§ **What this task involves**
If a line below includes the string "شهدا", copy it.

Extracted information below:

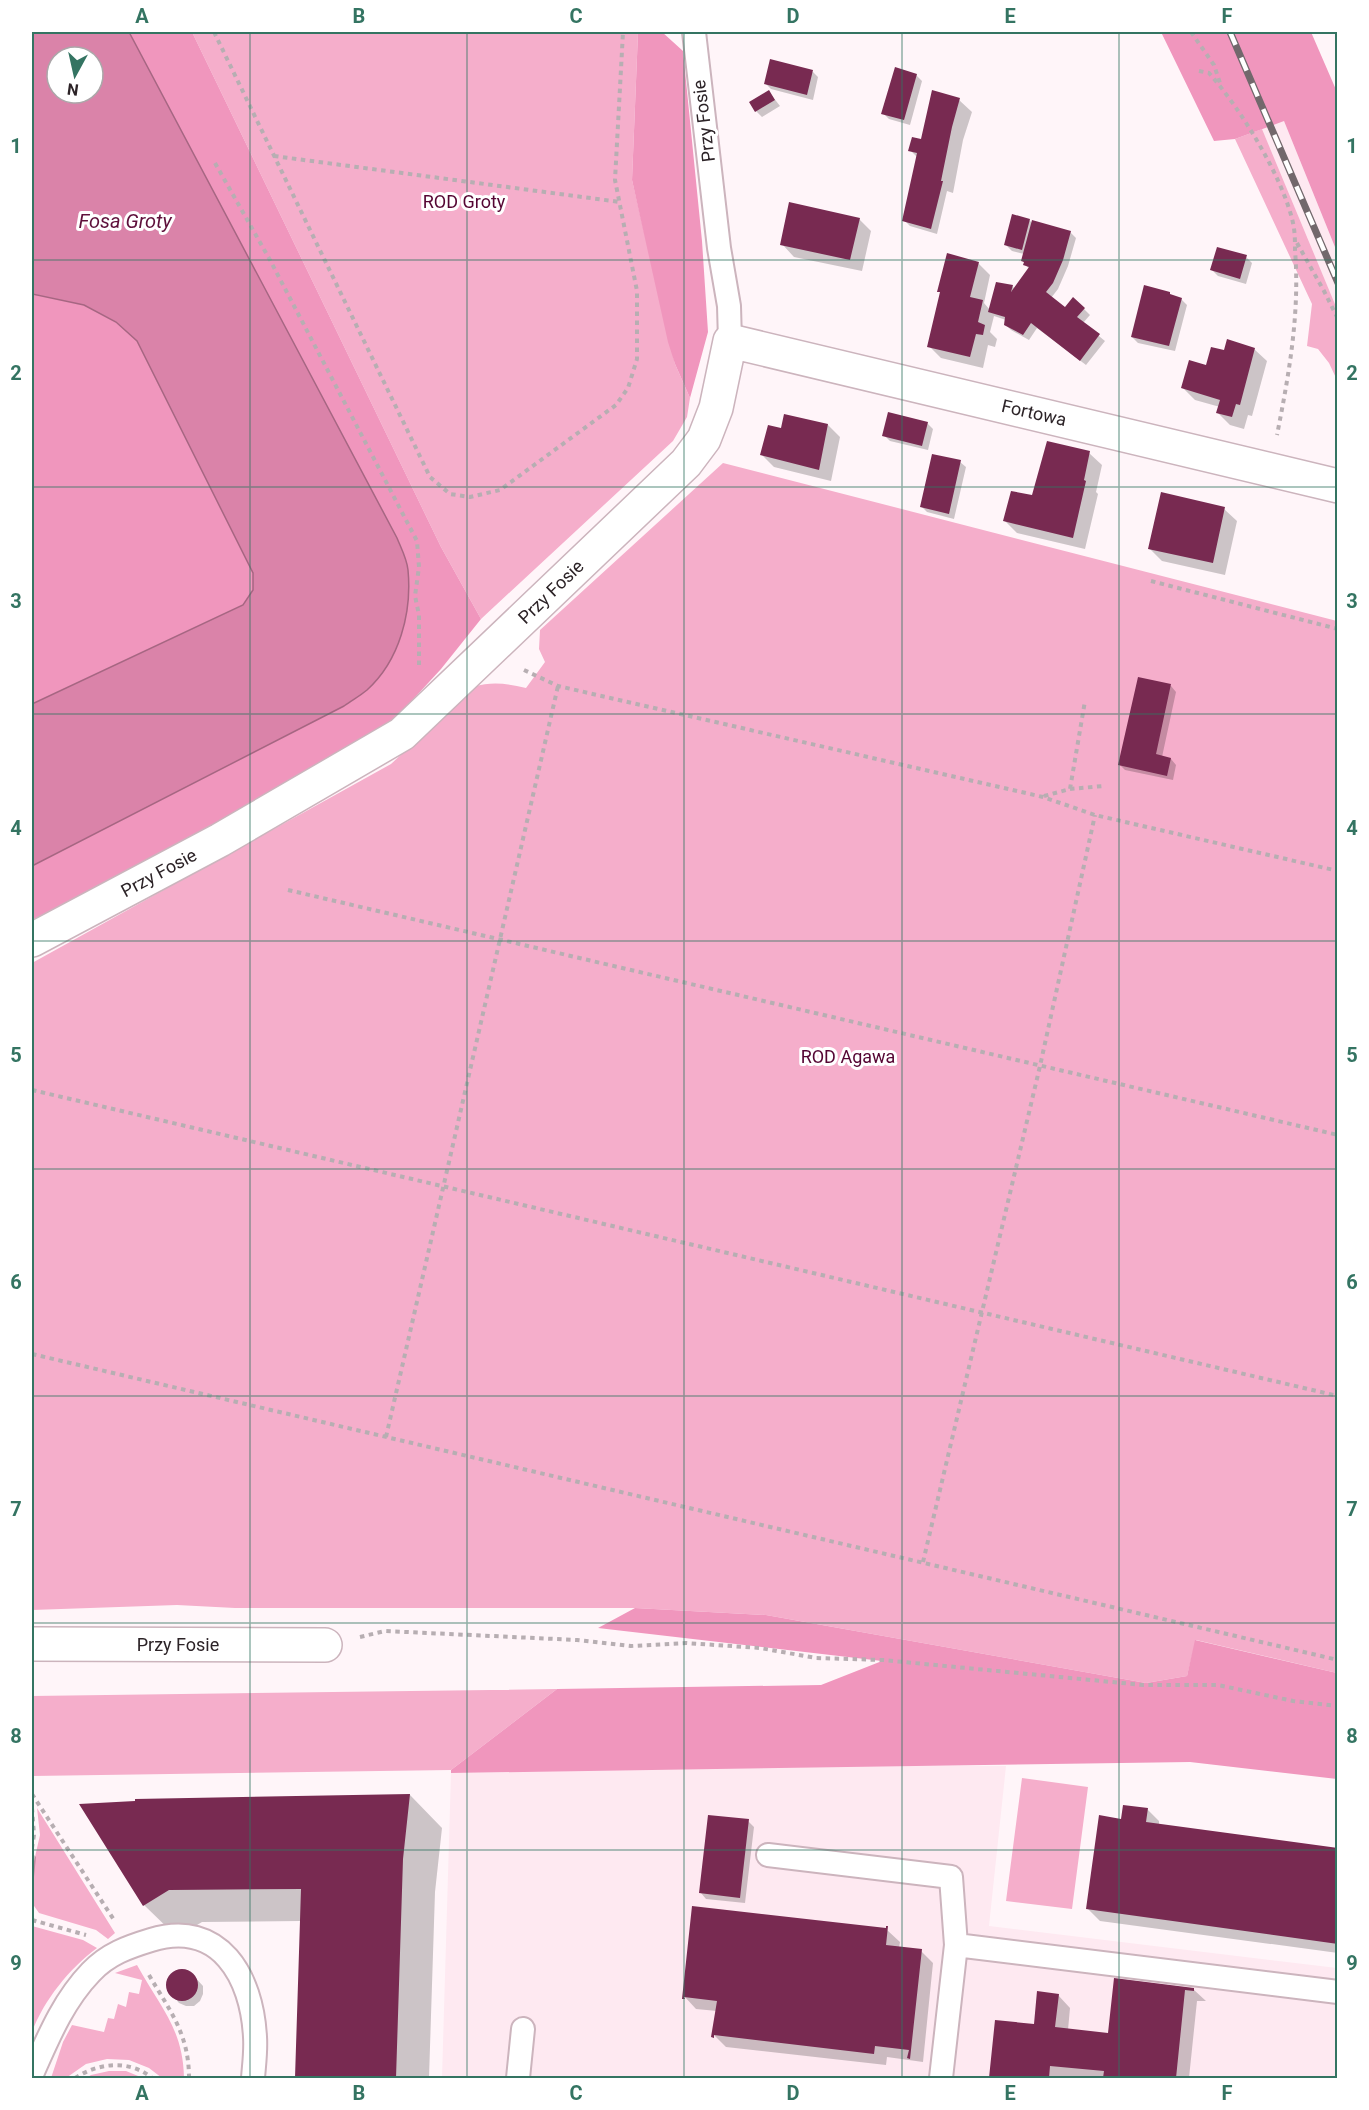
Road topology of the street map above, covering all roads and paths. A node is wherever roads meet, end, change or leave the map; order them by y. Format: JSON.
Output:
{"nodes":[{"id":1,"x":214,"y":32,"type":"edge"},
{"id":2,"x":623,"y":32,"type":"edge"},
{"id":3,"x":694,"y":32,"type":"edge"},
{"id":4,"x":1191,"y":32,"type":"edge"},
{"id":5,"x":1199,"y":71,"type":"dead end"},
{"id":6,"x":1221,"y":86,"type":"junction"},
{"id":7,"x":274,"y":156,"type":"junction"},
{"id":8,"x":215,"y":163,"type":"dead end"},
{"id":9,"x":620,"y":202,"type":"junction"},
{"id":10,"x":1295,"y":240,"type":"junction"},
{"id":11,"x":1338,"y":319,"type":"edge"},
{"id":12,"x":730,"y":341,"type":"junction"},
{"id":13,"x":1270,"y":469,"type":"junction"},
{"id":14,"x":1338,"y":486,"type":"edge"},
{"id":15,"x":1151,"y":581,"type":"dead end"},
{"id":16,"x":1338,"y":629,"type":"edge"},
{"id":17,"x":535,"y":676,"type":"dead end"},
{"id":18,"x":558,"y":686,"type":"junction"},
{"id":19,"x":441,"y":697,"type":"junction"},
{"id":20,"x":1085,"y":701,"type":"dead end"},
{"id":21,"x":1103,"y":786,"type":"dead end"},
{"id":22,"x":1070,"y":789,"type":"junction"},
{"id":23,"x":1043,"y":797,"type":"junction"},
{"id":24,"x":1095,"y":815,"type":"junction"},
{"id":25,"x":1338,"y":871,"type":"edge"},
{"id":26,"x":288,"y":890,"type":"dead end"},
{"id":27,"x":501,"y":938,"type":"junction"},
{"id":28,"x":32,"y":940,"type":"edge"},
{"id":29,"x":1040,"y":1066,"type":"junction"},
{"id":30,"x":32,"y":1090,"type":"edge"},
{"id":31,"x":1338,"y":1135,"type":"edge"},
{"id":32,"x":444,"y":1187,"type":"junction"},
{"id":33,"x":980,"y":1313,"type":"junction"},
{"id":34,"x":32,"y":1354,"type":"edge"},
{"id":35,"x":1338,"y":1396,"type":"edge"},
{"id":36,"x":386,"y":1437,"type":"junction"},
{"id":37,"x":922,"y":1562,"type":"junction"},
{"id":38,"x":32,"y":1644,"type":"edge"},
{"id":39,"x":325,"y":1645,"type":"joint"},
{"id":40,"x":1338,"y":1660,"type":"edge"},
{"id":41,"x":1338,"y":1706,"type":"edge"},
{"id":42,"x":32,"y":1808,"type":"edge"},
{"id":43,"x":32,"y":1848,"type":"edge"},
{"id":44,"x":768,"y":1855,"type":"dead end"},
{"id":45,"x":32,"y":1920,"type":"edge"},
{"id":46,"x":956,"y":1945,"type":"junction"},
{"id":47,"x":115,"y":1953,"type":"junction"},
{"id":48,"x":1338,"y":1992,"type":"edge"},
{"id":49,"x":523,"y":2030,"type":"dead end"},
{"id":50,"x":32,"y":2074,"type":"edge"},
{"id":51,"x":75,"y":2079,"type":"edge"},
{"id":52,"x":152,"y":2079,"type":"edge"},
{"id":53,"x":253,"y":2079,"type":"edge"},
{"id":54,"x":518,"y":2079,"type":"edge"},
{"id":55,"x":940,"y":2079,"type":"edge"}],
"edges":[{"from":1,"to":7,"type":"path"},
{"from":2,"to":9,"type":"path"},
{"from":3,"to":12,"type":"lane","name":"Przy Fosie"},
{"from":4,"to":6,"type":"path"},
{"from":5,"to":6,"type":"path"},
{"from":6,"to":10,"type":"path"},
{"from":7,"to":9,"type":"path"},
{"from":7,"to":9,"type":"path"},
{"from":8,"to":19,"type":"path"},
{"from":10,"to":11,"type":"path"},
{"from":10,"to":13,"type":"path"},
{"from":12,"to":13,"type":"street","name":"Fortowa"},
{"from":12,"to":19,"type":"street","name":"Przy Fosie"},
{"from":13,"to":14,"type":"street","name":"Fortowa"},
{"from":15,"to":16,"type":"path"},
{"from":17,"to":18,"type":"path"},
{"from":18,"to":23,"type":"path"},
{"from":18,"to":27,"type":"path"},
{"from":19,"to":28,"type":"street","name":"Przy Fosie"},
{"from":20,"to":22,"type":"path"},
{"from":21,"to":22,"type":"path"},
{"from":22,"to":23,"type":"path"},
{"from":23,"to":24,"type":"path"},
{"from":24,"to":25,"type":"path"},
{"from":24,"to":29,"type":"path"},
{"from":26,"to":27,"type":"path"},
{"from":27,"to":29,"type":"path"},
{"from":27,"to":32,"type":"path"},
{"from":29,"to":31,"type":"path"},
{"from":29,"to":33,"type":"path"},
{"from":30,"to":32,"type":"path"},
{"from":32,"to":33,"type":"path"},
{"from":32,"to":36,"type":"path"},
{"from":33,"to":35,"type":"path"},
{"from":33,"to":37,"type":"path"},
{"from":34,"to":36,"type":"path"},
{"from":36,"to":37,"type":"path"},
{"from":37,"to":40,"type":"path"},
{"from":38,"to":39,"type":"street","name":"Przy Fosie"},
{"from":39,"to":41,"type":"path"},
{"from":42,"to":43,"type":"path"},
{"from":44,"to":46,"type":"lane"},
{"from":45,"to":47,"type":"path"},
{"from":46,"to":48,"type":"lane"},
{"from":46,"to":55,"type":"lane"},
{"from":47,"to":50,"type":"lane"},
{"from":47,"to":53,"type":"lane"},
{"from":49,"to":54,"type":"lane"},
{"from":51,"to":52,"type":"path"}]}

End of Extracted information.
Extracted information below:

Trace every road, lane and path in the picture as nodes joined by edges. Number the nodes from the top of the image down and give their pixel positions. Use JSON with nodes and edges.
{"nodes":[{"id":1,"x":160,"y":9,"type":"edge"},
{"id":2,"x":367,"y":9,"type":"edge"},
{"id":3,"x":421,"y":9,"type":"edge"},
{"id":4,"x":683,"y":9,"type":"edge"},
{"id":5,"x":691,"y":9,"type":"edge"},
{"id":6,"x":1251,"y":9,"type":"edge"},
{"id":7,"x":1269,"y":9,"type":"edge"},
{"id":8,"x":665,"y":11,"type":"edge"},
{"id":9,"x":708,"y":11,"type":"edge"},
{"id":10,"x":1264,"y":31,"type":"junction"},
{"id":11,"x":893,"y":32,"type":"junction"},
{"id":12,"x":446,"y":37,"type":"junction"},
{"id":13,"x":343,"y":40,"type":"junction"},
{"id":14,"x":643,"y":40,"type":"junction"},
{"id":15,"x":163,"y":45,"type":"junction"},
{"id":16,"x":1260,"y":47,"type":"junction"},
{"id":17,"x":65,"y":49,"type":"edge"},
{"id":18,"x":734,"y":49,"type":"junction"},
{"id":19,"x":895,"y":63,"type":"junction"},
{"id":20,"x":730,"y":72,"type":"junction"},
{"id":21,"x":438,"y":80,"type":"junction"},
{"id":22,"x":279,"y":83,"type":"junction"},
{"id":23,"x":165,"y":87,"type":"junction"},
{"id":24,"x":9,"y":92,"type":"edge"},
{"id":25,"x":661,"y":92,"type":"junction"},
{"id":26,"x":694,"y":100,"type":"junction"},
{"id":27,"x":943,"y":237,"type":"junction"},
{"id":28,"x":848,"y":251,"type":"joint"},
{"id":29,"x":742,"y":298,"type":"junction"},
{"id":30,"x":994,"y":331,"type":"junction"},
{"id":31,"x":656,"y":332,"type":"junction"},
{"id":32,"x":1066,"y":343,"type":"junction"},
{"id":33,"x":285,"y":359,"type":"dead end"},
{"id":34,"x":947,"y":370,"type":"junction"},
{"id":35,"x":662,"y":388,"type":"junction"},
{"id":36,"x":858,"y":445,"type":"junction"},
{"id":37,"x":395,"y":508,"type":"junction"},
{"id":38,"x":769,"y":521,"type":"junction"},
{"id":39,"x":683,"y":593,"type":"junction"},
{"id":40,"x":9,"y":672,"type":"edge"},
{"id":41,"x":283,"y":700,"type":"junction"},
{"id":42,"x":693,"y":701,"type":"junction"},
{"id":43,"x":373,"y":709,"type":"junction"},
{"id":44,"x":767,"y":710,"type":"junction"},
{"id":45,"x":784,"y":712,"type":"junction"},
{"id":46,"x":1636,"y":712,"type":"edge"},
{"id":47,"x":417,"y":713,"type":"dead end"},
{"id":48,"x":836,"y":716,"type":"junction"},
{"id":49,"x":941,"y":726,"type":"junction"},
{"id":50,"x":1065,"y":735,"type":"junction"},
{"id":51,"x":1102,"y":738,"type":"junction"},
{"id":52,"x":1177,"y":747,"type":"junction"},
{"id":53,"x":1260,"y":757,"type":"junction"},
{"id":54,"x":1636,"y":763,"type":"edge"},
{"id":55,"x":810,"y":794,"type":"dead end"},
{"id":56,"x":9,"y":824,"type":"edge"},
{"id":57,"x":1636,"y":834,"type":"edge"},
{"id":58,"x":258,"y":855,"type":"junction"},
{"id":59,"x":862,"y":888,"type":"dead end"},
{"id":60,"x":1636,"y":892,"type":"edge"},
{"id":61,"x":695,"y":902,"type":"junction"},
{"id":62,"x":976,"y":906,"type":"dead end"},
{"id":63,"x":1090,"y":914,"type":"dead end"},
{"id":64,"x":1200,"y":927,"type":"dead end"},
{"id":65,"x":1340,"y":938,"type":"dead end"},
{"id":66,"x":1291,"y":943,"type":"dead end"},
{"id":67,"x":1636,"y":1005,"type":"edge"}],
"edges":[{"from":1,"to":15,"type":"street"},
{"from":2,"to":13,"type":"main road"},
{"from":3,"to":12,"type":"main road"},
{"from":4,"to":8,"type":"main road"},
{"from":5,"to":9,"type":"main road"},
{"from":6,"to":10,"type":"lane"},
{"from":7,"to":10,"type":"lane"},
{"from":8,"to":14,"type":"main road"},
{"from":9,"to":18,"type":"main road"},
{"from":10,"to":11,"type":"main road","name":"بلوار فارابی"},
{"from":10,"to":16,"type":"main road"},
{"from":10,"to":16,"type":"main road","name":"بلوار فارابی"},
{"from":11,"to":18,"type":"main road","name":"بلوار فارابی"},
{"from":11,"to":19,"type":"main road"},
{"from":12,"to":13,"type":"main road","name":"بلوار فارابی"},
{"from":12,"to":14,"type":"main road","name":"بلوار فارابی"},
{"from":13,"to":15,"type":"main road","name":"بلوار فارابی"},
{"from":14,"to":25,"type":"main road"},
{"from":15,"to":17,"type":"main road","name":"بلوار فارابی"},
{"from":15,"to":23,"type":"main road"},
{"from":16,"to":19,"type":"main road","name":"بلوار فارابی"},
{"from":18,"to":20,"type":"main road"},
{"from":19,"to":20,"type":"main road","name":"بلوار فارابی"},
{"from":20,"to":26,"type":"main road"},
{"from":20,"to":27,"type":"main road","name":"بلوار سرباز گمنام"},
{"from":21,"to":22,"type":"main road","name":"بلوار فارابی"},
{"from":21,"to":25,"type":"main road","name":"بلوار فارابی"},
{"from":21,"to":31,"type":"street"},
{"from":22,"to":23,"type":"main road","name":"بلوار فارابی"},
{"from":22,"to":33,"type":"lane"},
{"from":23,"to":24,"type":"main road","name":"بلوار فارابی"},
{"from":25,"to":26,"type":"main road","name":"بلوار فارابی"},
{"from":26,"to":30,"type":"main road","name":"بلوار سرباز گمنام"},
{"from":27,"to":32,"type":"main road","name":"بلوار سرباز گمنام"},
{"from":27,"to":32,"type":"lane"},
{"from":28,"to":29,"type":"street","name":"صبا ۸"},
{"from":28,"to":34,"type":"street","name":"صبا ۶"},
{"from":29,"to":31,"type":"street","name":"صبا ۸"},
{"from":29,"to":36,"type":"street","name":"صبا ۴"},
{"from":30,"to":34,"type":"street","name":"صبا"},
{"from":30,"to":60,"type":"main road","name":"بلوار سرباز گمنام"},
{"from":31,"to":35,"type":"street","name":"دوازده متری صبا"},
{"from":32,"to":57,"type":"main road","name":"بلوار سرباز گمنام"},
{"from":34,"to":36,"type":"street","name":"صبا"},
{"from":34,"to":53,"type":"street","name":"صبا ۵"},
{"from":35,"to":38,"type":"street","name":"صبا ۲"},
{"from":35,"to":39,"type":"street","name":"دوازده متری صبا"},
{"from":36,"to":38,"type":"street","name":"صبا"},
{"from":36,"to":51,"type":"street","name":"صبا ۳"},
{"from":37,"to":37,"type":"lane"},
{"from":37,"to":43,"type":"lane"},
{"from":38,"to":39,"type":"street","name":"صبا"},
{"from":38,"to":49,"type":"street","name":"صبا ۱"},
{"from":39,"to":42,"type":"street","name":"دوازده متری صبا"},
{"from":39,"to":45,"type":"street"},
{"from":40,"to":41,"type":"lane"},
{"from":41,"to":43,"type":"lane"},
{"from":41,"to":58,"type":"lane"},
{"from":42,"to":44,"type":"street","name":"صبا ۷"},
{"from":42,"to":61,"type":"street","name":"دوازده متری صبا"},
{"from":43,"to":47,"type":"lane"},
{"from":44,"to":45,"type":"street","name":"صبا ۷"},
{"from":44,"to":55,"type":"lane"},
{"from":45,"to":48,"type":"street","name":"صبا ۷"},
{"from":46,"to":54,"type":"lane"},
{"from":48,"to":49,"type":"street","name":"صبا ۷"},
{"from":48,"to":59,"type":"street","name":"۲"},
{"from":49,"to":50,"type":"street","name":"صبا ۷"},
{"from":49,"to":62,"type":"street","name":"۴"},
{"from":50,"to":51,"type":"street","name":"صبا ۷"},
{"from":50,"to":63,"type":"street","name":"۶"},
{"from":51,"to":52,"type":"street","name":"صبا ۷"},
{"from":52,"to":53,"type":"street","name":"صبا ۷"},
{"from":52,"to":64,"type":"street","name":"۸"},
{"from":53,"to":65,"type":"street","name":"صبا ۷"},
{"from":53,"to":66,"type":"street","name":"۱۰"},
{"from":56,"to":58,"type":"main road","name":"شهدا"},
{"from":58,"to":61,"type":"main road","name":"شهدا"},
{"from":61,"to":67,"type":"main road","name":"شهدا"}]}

End of Extracted information.
Extracted information below:

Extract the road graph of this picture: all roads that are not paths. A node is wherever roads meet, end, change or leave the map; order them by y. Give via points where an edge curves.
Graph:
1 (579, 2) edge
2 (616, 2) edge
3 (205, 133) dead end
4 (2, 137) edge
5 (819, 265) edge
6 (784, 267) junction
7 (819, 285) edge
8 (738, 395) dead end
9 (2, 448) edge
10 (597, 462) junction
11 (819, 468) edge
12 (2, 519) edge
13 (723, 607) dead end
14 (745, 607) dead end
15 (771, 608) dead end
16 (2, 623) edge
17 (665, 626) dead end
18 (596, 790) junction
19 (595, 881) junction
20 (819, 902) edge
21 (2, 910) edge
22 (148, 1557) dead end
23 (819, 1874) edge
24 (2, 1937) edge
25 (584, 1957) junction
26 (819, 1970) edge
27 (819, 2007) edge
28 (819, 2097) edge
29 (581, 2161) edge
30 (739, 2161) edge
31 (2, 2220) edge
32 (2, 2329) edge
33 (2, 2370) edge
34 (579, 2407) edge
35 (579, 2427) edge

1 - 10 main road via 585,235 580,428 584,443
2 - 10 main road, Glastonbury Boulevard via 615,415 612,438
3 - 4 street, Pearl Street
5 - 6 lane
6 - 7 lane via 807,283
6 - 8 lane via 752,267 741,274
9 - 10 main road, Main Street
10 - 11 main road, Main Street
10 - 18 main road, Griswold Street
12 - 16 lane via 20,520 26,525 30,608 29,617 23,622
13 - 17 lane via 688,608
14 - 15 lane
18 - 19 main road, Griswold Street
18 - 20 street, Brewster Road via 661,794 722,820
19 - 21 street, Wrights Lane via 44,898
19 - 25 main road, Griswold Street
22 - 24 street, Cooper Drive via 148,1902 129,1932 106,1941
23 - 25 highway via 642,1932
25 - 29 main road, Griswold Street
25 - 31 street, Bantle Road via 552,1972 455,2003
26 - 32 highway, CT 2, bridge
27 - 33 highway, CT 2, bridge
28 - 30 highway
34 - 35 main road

End of Extracted information.

§ **Exercise answer**
{"from":56,"to":58,"type":"main road","name":"شهدا"},
{"from":58,"to":61,"type":"main road","name":"شهدا"},
{"from":61,"to":67,"type":"main road","name":"شهدا"}]}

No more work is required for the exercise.